The title pages of Daniel's collections are simple and sedate, employing an orderly layout and small, tasteful emblems set against a clean white background to convey the impression of authoritative and serious work. Daniel's authorship is prominently noted on the title page of each of his collections; the title page of the 1607 Certaine Small Workes (and of its 1611 reprints) goes so far as to declare the collection to have been "heretofore divulged by Samuel Daniel ... & now againe by him corrected and augmented," emphasizing Daniel's authority as the source of the works contained within the volume and stressing as well his continuing control over the collected material. Neither on the general title pages of his collections nor on the title pages of Philotas contained within the volumes is any reference made to the stage history of the play. As a result of Daniel's desire to distance the print version of Philotas from the play's performance and from the controversy that surrounded it, the fidelity of the printed text to the stage production is not used as an indicator of its authenticity. Instead, Daniel presents Philotas as a work of literature. He asserts the high seriousness of his writing through his inclusion of Latin epigraphs on his title pages. Daniel's use of Latin is itself an indication of his aspirations to literary profundity and learned exclusivity. Furthermore, the meaning of the phrase which adorns the title page of the 1607 and 1611 Certaine Small Workes--"AEtas prima canat veneres postrema tumultus" ("let the first age sing of love, the latter of confusion")--suggests that, although he views his own era as diminished in comparison to the golden age of the classical past, he sees himself as writing within the classical literary tradition still, if only of disorder and confusion. This paratextual strategy confirms an inclination already evident in the text of Philotas, where Daniel's choice of antique subject matter, his use of "the ancient forme of a Tragedy" ("Apology" 254), and his neoclassical style indicate his desire to align his work with the literary tradition of the classical past.

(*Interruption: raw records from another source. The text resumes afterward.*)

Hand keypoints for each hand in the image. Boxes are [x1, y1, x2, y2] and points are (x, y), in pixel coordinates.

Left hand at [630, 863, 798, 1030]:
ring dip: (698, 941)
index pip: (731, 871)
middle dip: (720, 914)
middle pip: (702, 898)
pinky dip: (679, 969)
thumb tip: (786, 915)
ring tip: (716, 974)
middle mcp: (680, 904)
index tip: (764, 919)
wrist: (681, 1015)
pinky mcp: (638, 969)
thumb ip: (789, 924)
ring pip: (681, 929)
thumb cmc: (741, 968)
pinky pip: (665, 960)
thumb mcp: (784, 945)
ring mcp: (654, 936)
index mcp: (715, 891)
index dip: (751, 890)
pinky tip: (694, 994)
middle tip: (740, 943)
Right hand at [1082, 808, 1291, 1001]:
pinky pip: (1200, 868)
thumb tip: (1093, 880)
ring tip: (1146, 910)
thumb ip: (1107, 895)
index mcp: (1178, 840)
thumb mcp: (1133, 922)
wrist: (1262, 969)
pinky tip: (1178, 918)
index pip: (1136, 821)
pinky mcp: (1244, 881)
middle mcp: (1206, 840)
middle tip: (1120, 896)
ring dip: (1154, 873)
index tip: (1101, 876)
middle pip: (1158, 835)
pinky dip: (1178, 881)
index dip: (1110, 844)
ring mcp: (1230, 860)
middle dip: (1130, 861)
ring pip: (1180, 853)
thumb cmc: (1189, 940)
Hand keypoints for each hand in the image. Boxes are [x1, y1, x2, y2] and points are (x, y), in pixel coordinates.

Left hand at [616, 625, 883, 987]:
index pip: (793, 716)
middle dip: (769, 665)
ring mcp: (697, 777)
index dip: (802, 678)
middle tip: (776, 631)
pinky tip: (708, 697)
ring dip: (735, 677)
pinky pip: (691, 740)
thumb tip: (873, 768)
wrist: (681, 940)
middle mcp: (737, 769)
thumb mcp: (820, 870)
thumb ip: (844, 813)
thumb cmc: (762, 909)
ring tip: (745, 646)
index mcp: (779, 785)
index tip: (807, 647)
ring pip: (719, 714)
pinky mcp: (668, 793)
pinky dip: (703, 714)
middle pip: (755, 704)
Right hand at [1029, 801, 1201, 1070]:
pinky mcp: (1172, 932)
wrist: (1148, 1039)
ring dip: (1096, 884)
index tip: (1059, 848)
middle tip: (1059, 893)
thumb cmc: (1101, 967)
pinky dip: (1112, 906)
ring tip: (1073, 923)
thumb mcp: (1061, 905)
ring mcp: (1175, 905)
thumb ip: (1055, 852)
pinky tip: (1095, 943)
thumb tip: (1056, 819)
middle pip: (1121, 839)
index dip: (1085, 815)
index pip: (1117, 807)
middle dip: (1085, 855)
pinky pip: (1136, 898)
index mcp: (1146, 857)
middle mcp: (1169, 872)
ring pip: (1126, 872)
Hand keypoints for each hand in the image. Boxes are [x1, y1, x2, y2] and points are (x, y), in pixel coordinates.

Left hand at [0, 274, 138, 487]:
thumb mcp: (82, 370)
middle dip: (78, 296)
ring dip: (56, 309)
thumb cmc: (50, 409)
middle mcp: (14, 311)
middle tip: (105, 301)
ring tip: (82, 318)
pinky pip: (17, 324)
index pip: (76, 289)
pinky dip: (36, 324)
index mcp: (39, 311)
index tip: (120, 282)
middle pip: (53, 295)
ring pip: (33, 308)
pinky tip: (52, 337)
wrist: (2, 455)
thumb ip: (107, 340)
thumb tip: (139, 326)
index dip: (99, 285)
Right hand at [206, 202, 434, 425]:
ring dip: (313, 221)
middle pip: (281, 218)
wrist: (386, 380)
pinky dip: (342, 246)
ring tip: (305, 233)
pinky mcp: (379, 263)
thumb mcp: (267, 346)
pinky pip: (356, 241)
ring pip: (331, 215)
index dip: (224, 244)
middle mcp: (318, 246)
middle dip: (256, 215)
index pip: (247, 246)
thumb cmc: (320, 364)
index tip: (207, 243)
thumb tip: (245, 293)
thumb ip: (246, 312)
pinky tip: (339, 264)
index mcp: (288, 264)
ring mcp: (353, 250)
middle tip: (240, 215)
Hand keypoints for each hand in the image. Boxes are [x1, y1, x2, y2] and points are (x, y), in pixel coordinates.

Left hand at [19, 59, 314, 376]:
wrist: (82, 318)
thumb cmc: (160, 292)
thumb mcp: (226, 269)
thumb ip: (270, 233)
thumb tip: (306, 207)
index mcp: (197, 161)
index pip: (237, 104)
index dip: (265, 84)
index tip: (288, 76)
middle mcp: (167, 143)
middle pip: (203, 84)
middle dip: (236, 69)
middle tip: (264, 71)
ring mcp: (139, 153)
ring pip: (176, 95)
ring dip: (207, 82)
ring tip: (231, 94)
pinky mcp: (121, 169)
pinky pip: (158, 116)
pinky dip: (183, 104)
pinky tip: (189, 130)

As might be expected of a work consciously constructed as literary, Philotas is accompanied by considerably more prefatory matter than is A Game at Chess. In the material prefacing the collections published during his lifetime, Daniel avoids overt reference to the performance of Philotas and the controversy it aroused, an omission which suggests Daniel's belief that the rehabilitation of his play could best be achieved by obliterating all memory of its suppressed performance. Nevertheless, he employs his prefatory matter to obliquely rebut accusations of subversive intent and to discourage his audience from interpreting his work as having purely topical relevance.

Daniel's address "To the Reader" in Certaine Small Workes serves as a preface to the collection as a whole. (31) Considered in relation to Philotas specifically, the address can be read both as Daniel's assertion of his authorial right to refute false readings of his work and as a plea for his audience to forget his past errors of poetic and political judgement. Daniel asserts his authorial control over his material through his declaration that "howsoeuer be it well or ill / What I have done, it is mine owne I may / Do whatsoeuer therewithall I will" (15-17). He also stresses his authorial right to oppose the assessments of his work offered by others, for while he confesses that "these curious times ... do driue / Me to examine my defects the more / And oft would make me not my selfe belieue" (34-37), he maintains that
        the world wherein I liue,
   Neither is so wise, as that would seeme
   Nor certaine judgement of those things doth giue
   That in [sic] disliks, nor that it doth esteeme.
          (38-41)


However, Daniel's address to the reader also functions as a lament over the past "errors of [his] iudgement" (86), and although Daniel never refers to the play overtly, hints within the address suggest that Daniel is writing with Philotas in mind. The theatrical metaphor contained in his declared desire to "unrehearse" (87) past errors calls to mind the stage production of Philotas, even as it suggests Daniel's wish that the performance had never taken place. Daniel's hope that "England," representative of both the state authorities and the reading public, "neuer will take note" of his errors, coupled with his declared willingness to "disavow [his] act / And wish it may for euer be forgot" (91-93), suggests his eagerness to distance himself from the performance of Philotas and to erase the memory of the play's suppression from public consciousness. Closing his preface to the reader with the plea that he may have that which he wrote "in [his] own againe" (97), Daniel reintroduces his desire to assert control over material that has been appropriated from him through the public's interpretation of it. Read in relation to Philotas, Daniel's address to the reader suggests his desire to erase all memory of his play's controversial past and to reclaim the work, now in printed form, through his own interpretation of its meaning.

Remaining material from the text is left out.